What is expected:
All of the data must be returned exactly as given.

Excerpts from a dataset:
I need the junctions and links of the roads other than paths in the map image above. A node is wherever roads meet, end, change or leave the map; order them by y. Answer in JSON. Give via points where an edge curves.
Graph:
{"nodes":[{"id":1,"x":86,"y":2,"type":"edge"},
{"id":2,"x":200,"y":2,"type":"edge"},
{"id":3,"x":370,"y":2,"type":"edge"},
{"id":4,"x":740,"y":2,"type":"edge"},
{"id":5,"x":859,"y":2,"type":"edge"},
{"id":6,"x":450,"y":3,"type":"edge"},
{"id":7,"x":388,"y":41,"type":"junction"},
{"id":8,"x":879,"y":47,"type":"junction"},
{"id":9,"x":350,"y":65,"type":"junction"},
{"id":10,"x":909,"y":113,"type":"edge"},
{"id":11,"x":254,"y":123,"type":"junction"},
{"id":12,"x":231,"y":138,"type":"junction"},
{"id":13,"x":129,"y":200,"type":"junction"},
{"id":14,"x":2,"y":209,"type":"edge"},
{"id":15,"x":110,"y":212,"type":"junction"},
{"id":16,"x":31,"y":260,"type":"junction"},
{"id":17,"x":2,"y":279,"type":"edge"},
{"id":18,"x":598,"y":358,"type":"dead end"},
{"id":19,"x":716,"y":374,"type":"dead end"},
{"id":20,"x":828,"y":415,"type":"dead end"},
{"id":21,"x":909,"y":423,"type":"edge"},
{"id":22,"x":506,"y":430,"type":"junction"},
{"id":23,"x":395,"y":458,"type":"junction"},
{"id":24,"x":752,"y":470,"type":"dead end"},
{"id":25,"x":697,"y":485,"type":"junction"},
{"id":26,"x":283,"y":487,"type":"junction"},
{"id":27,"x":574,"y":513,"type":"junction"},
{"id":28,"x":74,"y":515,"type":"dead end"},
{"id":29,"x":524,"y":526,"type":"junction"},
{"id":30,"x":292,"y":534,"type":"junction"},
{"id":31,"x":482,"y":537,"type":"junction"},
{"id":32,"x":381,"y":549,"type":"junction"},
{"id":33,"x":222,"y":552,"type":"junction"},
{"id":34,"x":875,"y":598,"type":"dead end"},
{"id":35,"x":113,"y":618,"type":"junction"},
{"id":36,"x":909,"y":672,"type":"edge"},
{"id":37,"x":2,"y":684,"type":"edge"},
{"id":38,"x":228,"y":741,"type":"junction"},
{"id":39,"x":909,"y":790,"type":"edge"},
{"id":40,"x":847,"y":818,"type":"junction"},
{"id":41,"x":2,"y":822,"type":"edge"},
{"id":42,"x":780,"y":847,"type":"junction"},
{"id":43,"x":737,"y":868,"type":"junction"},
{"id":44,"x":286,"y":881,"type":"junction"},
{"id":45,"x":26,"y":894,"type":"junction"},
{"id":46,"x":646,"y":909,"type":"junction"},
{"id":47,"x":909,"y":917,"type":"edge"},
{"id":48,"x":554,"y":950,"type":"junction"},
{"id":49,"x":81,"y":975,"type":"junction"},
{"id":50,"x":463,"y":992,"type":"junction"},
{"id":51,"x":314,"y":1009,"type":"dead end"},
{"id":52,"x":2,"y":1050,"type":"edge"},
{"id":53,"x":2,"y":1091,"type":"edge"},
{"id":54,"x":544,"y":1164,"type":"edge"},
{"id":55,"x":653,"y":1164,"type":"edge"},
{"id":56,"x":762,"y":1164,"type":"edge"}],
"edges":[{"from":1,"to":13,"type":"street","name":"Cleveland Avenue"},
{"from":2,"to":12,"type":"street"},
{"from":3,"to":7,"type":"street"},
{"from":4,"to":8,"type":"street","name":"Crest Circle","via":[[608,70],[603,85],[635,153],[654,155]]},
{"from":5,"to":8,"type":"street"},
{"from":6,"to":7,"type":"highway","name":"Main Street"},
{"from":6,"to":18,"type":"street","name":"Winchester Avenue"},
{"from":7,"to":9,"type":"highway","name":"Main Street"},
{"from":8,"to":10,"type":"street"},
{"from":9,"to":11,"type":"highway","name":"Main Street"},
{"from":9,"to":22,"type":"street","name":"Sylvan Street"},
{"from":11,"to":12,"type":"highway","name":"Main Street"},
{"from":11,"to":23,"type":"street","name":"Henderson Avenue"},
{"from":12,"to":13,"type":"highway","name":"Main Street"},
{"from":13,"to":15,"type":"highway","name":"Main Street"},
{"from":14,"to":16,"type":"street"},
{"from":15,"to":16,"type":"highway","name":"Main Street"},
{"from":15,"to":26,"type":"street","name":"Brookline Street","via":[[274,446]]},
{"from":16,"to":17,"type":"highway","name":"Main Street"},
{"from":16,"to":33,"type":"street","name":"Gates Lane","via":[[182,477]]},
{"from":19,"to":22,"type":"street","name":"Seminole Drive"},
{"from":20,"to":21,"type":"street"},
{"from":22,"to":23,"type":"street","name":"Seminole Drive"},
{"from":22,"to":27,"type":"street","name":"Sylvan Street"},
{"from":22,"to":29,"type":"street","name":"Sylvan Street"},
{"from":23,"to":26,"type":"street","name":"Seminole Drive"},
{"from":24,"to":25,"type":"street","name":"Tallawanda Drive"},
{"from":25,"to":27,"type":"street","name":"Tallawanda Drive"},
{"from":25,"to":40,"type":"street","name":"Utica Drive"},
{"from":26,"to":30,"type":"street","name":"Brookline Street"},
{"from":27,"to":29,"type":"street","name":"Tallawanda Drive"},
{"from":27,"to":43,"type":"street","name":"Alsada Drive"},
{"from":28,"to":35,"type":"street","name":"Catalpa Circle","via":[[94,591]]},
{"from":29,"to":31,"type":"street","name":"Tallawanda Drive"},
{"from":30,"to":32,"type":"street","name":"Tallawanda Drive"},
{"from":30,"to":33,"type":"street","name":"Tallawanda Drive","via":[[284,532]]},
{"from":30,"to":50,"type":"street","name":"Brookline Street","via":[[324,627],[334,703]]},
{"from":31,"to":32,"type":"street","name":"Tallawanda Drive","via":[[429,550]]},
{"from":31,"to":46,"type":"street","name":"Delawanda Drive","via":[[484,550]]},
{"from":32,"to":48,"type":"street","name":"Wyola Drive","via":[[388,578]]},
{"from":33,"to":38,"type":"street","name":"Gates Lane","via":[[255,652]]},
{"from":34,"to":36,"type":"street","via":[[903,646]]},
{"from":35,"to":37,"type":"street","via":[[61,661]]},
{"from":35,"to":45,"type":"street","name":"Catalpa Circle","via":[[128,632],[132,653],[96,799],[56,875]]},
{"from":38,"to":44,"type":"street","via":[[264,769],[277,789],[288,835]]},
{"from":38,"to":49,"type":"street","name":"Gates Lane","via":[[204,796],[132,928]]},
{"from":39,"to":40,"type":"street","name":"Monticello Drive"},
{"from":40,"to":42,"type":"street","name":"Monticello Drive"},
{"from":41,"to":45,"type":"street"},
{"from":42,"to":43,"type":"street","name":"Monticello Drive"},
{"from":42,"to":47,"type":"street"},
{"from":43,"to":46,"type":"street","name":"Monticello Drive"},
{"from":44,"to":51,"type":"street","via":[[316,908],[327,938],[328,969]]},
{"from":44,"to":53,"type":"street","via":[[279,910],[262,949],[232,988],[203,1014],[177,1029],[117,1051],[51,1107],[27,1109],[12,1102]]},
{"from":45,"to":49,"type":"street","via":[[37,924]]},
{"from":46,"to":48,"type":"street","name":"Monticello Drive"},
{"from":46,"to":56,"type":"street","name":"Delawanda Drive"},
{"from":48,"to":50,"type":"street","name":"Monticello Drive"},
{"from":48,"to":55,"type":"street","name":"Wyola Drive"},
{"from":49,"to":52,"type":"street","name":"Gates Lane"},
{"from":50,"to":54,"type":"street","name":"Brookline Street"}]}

Task solution:
I need the junctions and links of the roads other than paths in the map image above. A node is wherever roads meet, end, change or leave the map; order them by y. Answer in JSON. Give via points where an edge curves.
Graph:
{"nodes":[{"id":1,"x":86,"y":2,"type":"edge"},
{"id":2,"x":200,"y":2,"type":"edge"},
{"id":3,"x":370,"y":2,"type":"edge"},
{"id":4,"x":740,"y":2,"type":"edge"},
{"id":5,"x":859,"y":2,"type":"edge"},
{"id":6,"x":450,"y":3,"type":"edge"},
{"id":7,"x":388,"y":41,"type":"junction"},
{"id":8,"x":879,"y":47,"type":"junction"},
{"id":9,"x":350,"y":65,"type":"junction"},
{"id":10,"x":909,"y":113,"type":"edge"},
{"id":11,"x":254,"y":123,"type":"junction"},
{"id":12,"x":231,"y":138,"type":"junction"},
{"id":13,"x":129,"y":200,"type":"junction"},
{"id":14,"x":2,"y":209,"type":"edge"},
{"id":15,"x":110,"y":212,"type":"junction"},
{"id":16,"x":31,"y":260,"type":"junction"},
{"id":17,"x":2,"y":279,"type":"edge"},
{"id":18,"x":598,"y":358,"type":"dead end"},
{"id":19,"x":716,"y":374,"type":"dead end"},
{"id":20,"x":828,"y":415,"type":"dead end"},
{"id":21,"x":909,"y":423,"type":"edge"},
{"id":22,"x":506,"y":430,"type":"junction"},
{"id":23,"x":395,"y":458,"type":"junction"},
{"id":24,"x":752,"y":470,"type":"dead end"},
{"id":25,"x":697,"y":485,"type":"junction"},
{"id":26,"x":283,"y":487,"type":"junction"},
{"id":27,"x":574,"y":513,"type":"junction"},
{"id":28,"x":74,"y":515,"type":"dead end"},
{"id":29,"x":524,"y":526,"type":"junction"},
{"id":30,"x":292,"y":534,"type":"junction"},
{"id":31,"x":482,"y":537,"type":"junction"},
{"id":32,"x":381,"y":549,"type":"junction"},
{"id":33,"x":222,"y":552,"type":"junction"},
{"id":34,"x":875,"y":598,"type":"dead end"},
{"id":35,"x":113,"y":618,"type":"junction"},
{"id":36,"x":909,"y":672,"type":"edge"},
{"id":37,"x":2,"y":684,"type":"edge"},
{"id":38,"x":228,"y":741,"type":"junction"},
{"id":39,"x":909,"y":790,"type":"edge"},
{"id":40,"x":847,"y":818,"type":"junction"},
{"id":41,"x":2,"y":822,"type":"edge"},
{"id":42,"x":780,"y":847,"type":"junction"},
{"id":43,"x":737,"y":868,"type":"junction"},
{"id":44,"x":286,"y":881,"type":"junction"},
{"id":45,"x":26,"y":894,"type":"junction"},
{"id":46,"x":646,"y":909,"type":"junction"},
{"id":47,"x":909,"y":917,"type":"edge"},
{"id":48,"x":554,"y":950,"type":"junction"},
{"id":49,"x":81,"y":975,"type":"junction"},
{"id":50,"x":463,"y":992,"type":"junction"},
{"id":51,"x":314,"y":1009,"type":"dead end"},
{"id":52,"x":2,"y":1050,"type":"edge"},
{"id":53,"x":2,"y":1091,"type":"edge"},
{"id":54,"x":544,"y":1164,"type":"edge"},
{"id":55,"x":653,"y":1164,"type":"edge"},
{"id":56,"x":762,"y":1164,"type":"edge"}],
"edges":[{"from":1,"to":13,"type":"street","name":"Cleveland Avenue"},
{"from":2,"to":12,"type":"street"},
{"from":3,"to":7,"type":"street"},
{"from":4,"to":8,"type":"street","name":"Crest Circle","via":[[608,70],[603,85],[635,153],[654,155]]},
{"from":5,"to":8,"type":"street"},
{"from":6,"to":7,"type":"highway","name":"Main Street"},
{"from":6,"to":18,"type":"street","name":"Winchester Avenue"},
{"from":7,"to":9,"type":"highway","name":"Main Street"},
{"from":8,"to":10,"type":"street"},
{"from":9,"to":11,"type":"highway","name":"Main Street"},
{"from":9,"to":22,"type":"street","name":"Sylvan Street"},
{"from":11,"to":12,"type":"highway","name":"Main Street"},
{"from":11,"to":23,"type":"street","name":"Henderson Avenue"},
{"from":12,"to":13,"type":"highway","name":"Main Street"},
{"from":13,"to":15,"type":"highway","name":"Main Street"},
{"from":14,"to":16,"type":"street"},
{"from":15,"to":16,"type":"highway","name":"Main Street"},
{"from":15,"to":26,"type":"street","name":"Brookline Street","via":[[274,446]]},
{"from":16,"to":17,"type":"highway","name":"Main Street"},
{"from":16,"to":33,"type":"street","name":"Gates Lane","via":[[182,477]]},
{"from":19,"to":22,"type":"street","name":"Seminole Drive"},
{"from":20,"to":21,"type":"street"},
{"from":22,"to":23,"type":"street","name":"Seminole Drive"},
{"from":22,"to":27,"type":"street","name":"Sylvan Street"},
{"from":22,"to":29,"type":"street","name":"Sylvan Street"},
{"from":23,"to":26,"type":"street","name":"Seminole Drive"},
{"from":24,"to":25,"type":"street","name":"Tallawanda Drive"},
{"from":25,"to":27,"type":"street","name":"Tallawanda Drive"},
{"from":25,"to":40,"type":"street","name":"Utica Drive"},
{"from":26,"to":30,"type":"street","name":"Brookline Street"},
{"from":27,"to":29,"type":"street","name":"Tallawanda Drive"},
{"from":27,"to":43,"type":"street","name":"Alsada Drive"},
{"from":28,"to":35,"type":"street","name":"Catalpa Circle","via":[[94,591]]},
{"from":29,"to":31,"type":"street","name":"Tallawanda Drive"},
{"from":30,"to":32,"type":"street","name":"Tallawanda Drive"},
{"from":30,"to":33,"type":"street","name":"Tallawanda Drive","via":[[284,532]]},
{"from":30,"to":50,"type":"street","name":"Brookline Street","via":[[324,627],[334,703]]},
{"from":31,"to":32,"type":"street","name":"Tallawanda Drive","via":[[429,550]]},
{"from":31,"to":46,"type":"street","name":"Delawanda Drive","via":[[484,550]]},
{"from":32,"to":48,"type":"street","name":"Wyola Drive","via":[[388,578]]},
{"from":33,"to":38,"type":"street","name":"Gates Lane","via":[[255,652]]},
{"from":34,"to":36,"type":"street","via":[[903,646]]},
{"from":35,"to":37,"type":"street","via":[[61,661]]},
{"from":35,"to":45,"type":"street","name":"Catalpa Circle","via":[[128,632],[132,653],[96,799],[56,875]]},
{"from":38,"to":44,"type":"street","via":[[264,769],[277,789],[288,835]]},
{"from":38,"to":49,"type":"street","name":"Gates Lane","via":[[204,796],[132,928]]},
{"from":39,"to":40,"type":"street","name":"Monticello Drive"},
{"from":40,"to":42,"type":"street","name":"Monticello Drive"},
{"from":41,"to":45,"type":"street"},
{"from":42,"to":43,"type":"street","name":"Monticello Drive"},
{"from":42,"to":47,"type":"street"},
{"from":43,"to":46,"type":"street","name":"Monticello Drive"},
{"from":44,"to":51,"type":"street","via":[[316,908],[327,938],[328,969]]},
{"from":44,"to":53,"type":"street","via":[[279,910],[262,949],[232,988],[203,1014],[177,1029],[117,1051],[51,1107],[27,1109],[12,1102]]},
{"from":45,"to":49,"type":"street","via":[[37,924]]},
{"from":46,"to":48,"type":"street","name":"Monticello Drive"},
{"from":46,"to":56,"type":"street","name":"Delawanda Drive"},
{"from":48,"to":50,"type":"street","name":"Monticello Drive"},
{"from":48,"to":55,"type":"street","name":"Wyola Drive"},
{"from":49,"to":52,"type":"street","name":"Gates Lane"},
{"from":50,"to":54,"type":"street","name":"Brookline Street"}]}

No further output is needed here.